War and Memory: Photographer Brigitte Carnochan

This is an Archive of a Past Event

Brigitte Carnochan’s effort to understand her own story takes the form of a series of photographic collages that draw a map of her life by using random, tangible artifacts her parents left behind—photos, documents, notes, and letters—which she reorders within a larger historical context. In this program, Carnochan will share her images and describe her effort to shape her story from the surviving fragments of her parents’ lives and relate it to the lives of others.

Brigitte Carnochan was born in Germany in 1941. Her father left to fight with Rommel in Africa when she was eighteen months old. She didn’t see him again or hear anything about him for thirty-three years—long after she had immigrated to the United States with her mother and American stepfather. Her German father had also immigrated to the United States but, out of deference to her new life, never contacted her. Suddenly, in 1976, like a New Year’s gift, a letter arrived from him, taking her completely by surprise, and inviting her—if she was willing—to meet with him and his new family. In its outlines, hers is a familiar story of the displacements and losses of war.
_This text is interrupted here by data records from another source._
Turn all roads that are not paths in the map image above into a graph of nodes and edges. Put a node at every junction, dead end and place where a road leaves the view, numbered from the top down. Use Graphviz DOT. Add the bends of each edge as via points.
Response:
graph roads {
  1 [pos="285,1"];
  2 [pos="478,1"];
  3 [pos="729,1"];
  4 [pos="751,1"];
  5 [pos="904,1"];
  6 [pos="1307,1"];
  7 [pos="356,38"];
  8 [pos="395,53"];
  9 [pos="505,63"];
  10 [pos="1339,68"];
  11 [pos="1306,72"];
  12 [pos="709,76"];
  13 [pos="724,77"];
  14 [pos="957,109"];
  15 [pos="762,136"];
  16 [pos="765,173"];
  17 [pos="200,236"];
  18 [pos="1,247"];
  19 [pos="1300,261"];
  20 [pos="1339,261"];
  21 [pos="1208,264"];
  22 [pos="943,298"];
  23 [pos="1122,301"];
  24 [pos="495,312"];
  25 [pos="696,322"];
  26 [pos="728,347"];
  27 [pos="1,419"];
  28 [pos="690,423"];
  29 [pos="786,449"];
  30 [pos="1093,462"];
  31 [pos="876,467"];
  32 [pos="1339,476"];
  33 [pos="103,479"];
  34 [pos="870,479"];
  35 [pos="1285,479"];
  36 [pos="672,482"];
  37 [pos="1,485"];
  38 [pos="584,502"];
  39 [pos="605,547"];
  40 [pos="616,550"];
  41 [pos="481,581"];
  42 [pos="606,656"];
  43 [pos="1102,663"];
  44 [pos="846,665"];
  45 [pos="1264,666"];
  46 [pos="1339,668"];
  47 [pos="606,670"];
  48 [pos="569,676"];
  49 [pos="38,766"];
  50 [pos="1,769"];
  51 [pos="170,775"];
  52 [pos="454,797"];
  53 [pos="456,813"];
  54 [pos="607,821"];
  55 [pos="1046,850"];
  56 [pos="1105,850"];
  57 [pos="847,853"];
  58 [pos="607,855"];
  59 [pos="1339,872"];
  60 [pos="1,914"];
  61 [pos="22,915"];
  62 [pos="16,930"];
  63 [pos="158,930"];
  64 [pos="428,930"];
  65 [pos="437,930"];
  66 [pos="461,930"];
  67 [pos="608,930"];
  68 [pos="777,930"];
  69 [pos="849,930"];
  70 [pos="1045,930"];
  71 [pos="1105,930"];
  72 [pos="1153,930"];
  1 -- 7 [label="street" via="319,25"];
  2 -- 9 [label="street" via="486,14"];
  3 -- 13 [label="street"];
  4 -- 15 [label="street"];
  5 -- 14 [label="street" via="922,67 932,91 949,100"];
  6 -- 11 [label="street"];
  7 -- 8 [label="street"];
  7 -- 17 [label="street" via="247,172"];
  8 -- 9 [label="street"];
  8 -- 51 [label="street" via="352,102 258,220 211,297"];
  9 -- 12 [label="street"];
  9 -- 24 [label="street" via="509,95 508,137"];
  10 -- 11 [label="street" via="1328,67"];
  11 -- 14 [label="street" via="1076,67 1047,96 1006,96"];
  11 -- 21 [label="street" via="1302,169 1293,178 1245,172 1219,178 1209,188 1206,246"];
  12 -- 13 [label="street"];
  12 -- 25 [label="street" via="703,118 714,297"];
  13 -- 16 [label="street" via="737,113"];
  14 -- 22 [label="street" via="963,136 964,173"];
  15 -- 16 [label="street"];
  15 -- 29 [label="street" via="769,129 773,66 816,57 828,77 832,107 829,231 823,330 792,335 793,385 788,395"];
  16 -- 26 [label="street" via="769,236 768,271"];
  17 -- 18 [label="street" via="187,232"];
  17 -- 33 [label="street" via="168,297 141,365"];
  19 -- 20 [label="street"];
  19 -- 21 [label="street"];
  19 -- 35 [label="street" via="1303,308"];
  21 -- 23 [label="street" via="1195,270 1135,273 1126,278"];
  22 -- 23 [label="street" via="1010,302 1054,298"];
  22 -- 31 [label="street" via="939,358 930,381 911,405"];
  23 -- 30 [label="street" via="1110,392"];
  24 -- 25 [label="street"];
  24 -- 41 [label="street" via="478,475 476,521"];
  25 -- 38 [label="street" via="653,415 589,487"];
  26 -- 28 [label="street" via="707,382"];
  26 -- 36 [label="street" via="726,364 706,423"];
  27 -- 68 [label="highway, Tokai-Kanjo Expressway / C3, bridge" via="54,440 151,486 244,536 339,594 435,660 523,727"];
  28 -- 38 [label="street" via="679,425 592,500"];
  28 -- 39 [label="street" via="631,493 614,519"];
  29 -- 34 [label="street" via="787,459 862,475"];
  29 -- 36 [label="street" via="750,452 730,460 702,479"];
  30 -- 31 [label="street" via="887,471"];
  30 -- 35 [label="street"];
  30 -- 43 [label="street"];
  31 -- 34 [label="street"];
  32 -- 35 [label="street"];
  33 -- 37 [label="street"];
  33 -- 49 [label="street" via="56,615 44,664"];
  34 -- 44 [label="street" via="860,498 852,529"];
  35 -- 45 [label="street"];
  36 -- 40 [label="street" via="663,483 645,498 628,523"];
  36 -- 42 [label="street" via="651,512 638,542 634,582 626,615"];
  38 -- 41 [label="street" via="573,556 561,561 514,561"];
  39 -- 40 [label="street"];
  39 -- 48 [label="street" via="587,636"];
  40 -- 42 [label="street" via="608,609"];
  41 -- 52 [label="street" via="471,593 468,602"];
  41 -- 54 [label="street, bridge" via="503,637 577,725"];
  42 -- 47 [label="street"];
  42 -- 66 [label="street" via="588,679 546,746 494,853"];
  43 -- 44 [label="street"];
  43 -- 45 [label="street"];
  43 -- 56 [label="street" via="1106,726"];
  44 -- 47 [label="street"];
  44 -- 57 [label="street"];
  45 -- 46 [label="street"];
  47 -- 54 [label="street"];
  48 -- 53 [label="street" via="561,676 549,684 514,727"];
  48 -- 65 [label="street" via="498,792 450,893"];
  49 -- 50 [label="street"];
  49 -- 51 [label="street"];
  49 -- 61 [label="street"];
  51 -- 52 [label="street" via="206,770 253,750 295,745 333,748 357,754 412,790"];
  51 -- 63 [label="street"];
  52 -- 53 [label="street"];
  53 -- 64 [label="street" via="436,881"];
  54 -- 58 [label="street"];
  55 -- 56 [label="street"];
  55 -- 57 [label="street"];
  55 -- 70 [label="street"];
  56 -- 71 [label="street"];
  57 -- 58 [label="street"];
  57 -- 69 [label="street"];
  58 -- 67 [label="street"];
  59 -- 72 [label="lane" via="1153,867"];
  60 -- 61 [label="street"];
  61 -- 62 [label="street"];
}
This program will feature a post-lecture book signing reception with Brigitte Carnochan.

Brigitte Carnochan
Photographer
Brigitte Carnochan’s photographs are exhibited and published in journals nationally and internationally, including four books and a number of catalogues, including Imagining Then: A Family Story, 1941–47, published by the Center for Photographic Art in Carmel to accompany her 2012 exhibition. During the last fifteen years she has taught often in the Continuing Studies Program.